WHAT YOU ARE ASKED TO DO: Your task is to give the number of lines in the listing that include "nodes", and nothing else.

### MATERIAL FOR THE TASK

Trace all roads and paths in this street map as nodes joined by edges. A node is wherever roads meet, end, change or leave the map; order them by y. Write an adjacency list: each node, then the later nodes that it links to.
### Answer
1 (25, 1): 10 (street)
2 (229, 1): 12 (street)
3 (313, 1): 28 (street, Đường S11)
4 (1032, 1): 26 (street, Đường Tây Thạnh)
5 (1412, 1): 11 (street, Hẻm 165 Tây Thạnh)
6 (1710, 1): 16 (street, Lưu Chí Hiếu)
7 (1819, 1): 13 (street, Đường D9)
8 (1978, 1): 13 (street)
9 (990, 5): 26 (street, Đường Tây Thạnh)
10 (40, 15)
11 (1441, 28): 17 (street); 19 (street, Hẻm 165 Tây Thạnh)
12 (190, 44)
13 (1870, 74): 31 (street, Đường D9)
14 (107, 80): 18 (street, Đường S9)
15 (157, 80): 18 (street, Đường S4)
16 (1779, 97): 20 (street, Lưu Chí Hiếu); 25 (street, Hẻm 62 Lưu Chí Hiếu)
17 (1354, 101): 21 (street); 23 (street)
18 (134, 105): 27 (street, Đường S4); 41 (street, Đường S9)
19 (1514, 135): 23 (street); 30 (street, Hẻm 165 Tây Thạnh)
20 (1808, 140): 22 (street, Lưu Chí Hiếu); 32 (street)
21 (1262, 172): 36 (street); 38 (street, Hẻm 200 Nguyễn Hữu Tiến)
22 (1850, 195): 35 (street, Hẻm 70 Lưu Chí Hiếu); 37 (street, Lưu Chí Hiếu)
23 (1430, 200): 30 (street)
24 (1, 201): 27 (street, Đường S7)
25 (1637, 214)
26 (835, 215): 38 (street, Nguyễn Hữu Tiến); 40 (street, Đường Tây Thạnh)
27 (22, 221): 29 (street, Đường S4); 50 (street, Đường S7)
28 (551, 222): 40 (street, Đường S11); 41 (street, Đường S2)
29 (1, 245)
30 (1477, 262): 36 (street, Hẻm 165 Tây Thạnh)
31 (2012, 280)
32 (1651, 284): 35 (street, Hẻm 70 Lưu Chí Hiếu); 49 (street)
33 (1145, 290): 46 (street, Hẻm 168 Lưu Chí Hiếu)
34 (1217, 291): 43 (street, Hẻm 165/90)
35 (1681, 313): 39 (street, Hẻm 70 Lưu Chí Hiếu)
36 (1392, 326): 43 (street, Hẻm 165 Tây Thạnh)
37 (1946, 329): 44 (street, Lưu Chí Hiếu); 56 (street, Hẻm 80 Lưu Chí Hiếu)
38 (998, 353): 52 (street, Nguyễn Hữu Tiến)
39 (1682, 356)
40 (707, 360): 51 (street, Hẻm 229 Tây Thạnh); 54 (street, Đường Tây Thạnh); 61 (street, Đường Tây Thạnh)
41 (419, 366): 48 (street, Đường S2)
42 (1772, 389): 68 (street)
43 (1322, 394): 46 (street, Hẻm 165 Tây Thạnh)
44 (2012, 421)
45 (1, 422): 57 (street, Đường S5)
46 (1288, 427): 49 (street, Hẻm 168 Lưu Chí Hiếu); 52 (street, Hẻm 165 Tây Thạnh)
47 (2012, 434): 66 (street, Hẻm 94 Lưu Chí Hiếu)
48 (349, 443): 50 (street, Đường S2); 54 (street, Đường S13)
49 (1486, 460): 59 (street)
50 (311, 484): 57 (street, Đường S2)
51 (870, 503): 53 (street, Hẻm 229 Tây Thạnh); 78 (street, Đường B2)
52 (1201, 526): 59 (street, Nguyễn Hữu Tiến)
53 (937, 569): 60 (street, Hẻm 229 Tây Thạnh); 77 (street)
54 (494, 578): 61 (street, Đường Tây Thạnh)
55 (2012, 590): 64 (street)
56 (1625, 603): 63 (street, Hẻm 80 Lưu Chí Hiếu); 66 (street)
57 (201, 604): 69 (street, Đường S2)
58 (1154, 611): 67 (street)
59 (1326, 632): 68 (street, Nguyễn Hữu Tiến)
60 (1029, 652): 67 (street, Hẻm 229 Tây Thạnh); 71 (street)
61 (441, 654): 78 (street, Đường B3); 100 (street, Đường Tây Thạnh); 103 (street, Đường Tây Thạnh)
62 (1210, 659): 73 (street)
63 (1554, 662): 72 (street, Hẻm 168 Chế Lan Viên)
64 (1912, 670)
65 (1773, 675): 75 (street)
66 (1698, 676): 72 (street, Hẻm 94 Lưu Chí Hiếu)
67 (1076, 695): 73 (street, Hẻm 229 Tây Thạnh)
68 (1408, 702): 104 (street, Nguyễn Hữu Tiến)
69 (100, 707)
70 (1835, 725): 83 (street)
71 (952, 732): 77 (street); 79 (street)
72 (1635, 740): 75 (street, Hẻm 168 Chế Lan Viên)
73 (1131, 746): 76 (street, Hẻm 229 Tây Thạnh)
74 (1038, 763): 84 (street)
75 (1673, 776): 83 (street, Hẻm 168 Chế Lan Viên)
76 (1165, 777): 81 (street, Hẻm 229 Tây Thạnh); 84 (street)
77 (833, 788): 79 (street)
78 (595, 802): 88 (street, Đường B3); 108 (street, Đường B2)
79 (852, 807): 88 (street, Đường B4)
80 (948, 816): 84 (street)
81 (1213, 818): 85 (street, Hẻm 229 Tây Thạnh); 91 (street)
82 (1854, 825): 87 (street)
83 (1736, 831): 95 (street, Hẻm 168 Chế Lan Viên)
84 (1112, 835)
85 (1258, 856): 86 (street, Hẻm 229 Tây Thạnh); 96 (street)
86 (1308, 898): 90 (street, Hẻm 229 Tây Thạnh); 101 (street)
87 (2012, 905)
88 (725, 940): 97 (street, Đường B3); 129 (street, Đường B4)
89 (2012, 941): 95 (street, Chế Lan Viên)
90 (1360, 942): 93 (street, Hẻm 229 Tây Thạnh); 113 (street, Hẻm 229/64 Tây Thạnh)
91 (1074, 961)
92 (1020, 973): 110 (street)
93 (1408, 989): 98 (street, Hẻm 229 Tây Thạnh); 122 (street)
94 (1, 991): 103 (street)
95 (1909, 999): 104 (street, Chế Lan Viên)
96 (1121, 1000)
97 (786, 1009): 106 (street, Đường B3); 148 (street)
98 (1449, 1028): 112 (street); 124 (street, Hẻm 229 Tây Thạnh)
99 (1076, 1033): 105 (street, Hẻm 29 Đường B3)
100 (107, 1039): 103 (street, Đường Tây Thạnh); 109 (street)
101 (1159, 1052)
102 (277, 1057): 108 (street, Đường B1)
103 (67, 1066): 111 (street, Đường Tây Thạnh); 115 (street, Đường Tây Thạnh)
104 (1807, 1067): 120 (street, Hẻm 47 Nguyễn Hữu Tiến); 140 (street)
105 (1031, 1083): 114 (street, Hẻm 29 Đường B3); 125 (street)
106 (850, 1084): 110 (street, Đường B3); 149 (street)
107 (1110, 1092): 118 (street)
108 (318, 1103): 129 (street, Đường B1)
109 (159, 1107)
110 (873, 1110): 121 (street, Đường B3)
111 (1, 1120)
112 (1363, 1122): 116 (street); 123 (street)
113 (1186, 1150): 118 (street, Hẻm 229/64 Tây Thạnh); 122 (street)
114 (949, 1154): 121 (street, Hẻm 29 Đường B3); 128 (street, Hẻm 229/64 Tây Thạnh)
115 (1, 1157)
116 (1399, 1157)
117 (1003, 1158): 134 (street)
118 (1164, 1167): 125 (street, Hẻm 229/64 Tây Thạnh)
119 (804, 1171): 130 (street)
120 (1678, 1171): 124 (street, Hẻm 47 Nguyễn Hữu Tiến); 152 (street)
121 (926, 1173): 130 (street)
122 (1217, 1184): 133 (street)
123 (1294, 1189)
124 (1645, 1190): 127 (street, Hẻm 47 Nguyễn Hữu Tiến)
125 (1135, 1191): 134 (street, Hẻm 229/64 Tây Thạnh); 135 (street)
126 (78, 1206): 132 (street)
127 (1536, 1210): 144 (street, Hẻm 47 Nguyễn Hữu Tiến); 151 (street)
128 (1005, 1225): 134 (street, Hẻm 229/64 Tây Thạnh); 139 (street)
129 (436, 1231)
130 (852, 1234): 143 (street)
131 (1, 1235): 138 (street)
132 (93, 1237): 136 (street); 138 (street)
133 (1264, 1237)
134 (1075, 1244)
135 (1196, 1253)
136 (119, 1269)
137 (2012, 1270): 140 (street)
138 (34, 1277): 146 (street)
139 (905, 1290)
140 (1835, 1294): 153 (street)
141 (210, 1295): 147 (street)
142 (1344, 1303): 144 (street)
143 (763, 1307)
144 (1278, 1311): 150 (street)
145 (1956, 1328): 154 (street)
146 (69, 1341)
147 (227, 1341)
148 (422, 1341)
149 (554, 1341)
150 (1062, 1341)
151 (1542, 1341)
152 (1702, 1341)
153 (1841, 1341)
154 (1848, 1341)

######
### MATERIAL FOR THE TASK

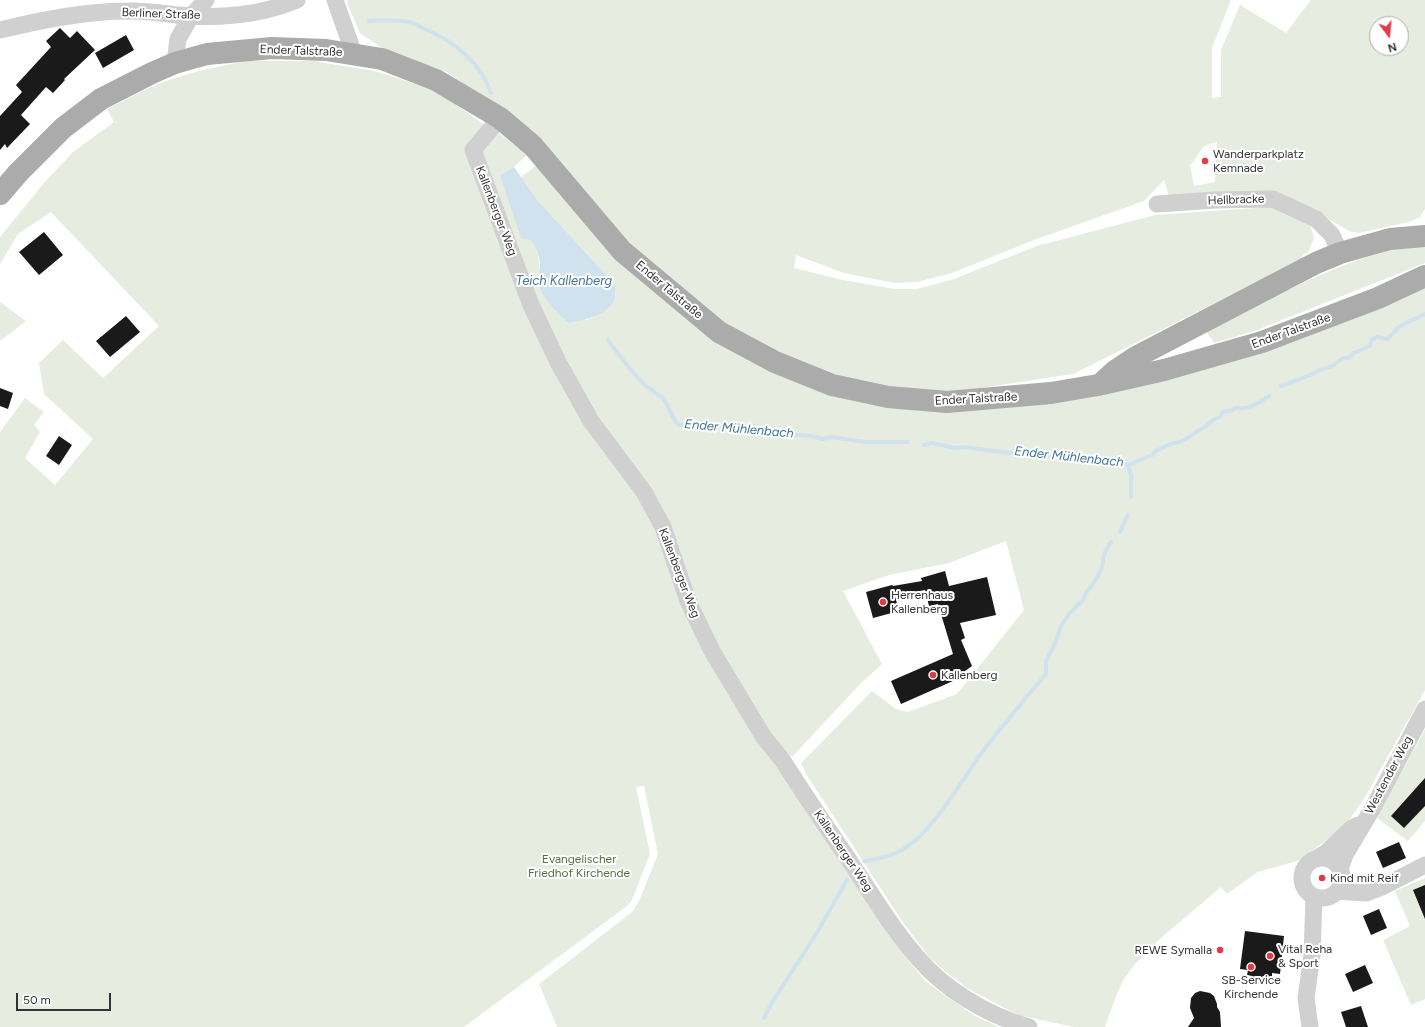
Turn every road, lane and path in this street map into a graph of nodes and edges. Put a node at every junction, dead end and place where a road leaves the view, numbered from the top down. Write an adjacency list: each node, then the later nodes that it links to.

######

TASK RESPONSE: 2